Methane levels in the atmosphere have tripled since preindustrial times. Human activities, including rice cultivation, cattle raising and coal mining, account for about 70 percent of releases, according to recent studies. Natural sources, from tropical wetlands to termites, make up the rest. But those estimates had not incorporated the bubbles Anthony was probing on an autumn morning on the Seward Peninsula.

That gurgling gas could change the entire model for predicting global warming. And lakes are not the only methane source: Newly discovered seeps -- places where methane leaks to the surface -- from the shallow waters of Siberia's vast continental shelf may also upset previous assumptions.

Anthony's work "has gotten a lot of attention," said John Walsh, chief scientist of the International Arctic Research Center in Fairbanks. "She found direct evidence of methane releases in high-latitude lakes. That was not fully realized before."

In a field where the science often seems opaque, Anthony's research has a flashy side. She enjoys igniting methane seeps with a cigarette lighter, leaping away as the gas flares as high as 20 feet.

"It's fun," she says. "And it is informative."

Videos of the stunts have swept through the Internet, rare visual evidence of possible danger ahead. Al Gore played a clip of her lighting a methane seep at a Senate hearing.

The complex science of Arctic methane is only beginning to be understood. In the desolate wilderness of the Bering Land Bridge National Preserve, a sense of urgency is palpable among Anthony and three fellow researchers, hunkered down in neon-orange tents.

An occasional helicopter ferries supplies from Nome, the closest town, soaring over scattered herds of caribou. A red fox scampers through the brush. Across a snowfield, bear tracks recede into the distance, a reminder that field science isn't for sissies.

"Can you shoot a gun?" Anthony asks a visitor as she heads out to one of 20 lakes she is surveying.
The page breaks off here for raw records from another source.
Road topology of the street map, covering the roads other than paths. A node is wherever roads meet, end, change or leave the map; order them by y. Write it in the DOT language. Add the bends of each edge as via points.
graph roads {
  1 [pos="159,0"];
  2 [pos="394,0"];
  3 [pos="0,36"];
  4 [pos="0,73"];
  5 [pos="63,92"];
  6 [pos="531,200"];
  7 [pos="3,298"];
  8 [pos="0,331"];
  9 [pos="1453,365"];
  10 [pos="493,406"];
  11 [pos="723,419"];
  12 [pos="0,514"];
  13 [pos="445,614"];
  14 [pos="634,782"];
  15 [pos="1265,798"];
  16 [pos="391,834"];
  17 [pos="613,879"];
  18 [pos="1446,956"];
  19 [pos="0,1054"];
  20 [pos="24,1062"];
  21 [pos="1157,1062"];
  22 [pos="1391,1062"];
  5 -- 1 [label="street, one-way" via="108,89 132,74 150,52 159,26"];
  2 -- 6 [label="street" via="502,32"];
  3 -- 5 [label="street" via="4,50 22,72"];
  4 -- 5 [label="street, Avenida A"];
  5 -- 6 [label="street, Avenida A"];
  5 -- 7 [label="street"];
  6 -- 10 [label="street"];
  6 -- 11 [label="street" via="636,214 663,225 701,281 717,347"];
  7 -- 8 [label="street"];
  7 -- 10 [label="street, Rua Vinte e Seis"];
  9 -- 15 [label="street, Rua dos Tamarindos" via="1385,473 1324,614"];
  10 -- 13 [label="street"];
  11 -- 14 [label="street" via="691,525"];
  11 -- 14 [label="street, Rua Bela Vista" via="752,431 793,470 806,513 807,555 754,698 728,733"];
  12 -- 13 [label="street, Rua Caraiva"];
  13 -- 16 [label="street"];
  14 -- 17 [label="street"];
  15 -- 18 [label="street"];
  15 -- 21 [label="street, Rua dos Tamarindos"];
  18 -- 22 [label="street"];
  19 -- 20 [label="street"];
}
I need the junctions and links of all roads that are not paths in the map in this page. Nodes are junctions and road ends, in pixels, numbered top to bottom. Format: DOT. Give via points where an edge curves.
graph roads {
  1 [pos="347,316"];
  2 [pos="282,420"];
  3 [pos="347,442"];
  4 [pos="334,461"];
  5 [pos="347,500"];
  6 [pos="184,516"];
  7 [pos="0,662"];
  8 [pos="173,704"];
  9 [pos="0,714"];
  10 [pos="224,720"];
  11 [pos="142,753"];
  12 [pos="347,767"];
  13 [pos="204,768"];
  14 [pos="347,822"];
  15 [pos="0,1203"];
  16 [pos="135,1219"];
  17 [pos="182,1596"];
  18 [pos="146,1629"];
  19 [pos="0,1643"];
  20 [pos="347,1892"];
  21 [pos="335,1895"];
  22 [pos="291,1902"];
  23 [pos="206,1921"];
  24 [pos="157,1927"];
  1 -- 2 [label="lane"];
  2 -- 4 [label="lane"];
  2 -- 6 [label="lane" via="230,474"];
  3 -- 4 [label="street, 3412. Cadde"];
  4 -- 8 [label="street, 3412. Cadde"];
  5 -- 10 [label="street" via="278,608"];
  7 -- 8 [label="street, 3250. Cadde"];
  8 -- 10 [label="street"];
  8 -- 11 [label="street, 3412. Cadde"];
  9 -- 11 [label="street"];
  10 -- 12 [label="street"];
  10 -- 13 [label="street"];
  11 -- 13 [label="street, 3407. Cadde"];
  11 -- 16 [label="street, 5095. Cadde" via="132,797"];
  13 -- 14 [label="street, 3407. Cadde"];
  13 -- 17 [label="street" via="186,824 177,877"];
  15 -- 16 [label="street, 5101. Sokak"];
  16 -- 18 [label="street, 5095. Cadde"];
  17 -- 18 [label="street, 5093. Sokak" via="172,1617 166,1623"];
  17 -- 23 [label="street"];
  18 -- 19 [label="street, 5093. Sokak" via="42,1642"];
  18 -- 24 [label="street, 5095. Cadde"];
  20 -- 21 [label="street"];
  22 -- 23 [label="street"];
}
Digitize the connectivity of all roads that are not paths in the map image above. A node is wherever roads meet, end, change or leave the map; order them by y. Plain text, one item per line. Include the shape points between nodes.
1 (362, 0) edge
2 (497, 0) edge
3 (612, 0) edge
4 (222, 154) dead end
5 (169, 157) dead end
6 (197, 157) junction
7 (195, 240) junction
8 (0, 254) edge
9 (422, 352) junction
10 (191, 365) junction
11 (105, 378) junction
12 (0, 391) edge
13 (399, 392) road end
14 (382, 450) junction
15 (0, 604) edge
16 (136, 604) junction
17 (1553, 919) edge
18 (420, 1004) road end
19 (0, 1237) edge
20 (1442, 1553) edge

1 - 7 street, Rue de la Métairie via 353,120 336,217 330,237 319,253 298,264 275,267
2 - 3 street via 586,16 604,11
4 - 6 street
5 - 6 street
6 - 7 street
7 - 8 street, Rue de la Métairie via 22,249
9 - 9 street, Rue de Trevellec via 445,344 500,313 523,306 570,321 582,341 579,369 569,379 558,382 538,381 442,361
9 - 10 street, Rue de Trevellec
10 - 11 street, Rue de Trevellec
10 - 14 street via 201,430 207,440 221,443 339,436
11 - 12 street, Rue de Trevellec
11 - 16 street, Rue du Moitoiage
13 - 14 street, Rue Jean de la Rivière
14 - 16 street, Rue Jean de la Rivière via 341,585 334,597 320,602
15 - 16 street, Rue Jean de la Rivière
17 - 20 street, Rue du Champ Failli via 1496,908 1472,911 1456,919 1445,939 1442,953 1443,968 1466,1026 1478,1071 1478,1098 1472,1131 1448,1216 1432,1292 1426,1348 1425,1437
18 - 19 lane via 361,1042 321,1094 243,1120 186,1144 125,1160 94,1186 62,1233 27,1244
When the answer is noncommittal, she hands over a can of bear spray.

TRANSFORMING PERMAFROST

Nowhere is the evidence of a heating planet more dramatic than in the polar regions. Over the last 50 years, the Arctic has warmed twice as fast as the rest of the globe.

Even as melting glaciers and sea ice have captured most headlines, growing concern is focused on the transformation of permafrost -- soils that are frozen year-round.

Today, 20 percent of Earth's land surface is locked up in a deep freeze. But scientists predict that air temperature in the Arctic is likely to rise as much as 10.8 degrees Fahrenheit by the end of the century, boosting the emission of carbon compounds from soils.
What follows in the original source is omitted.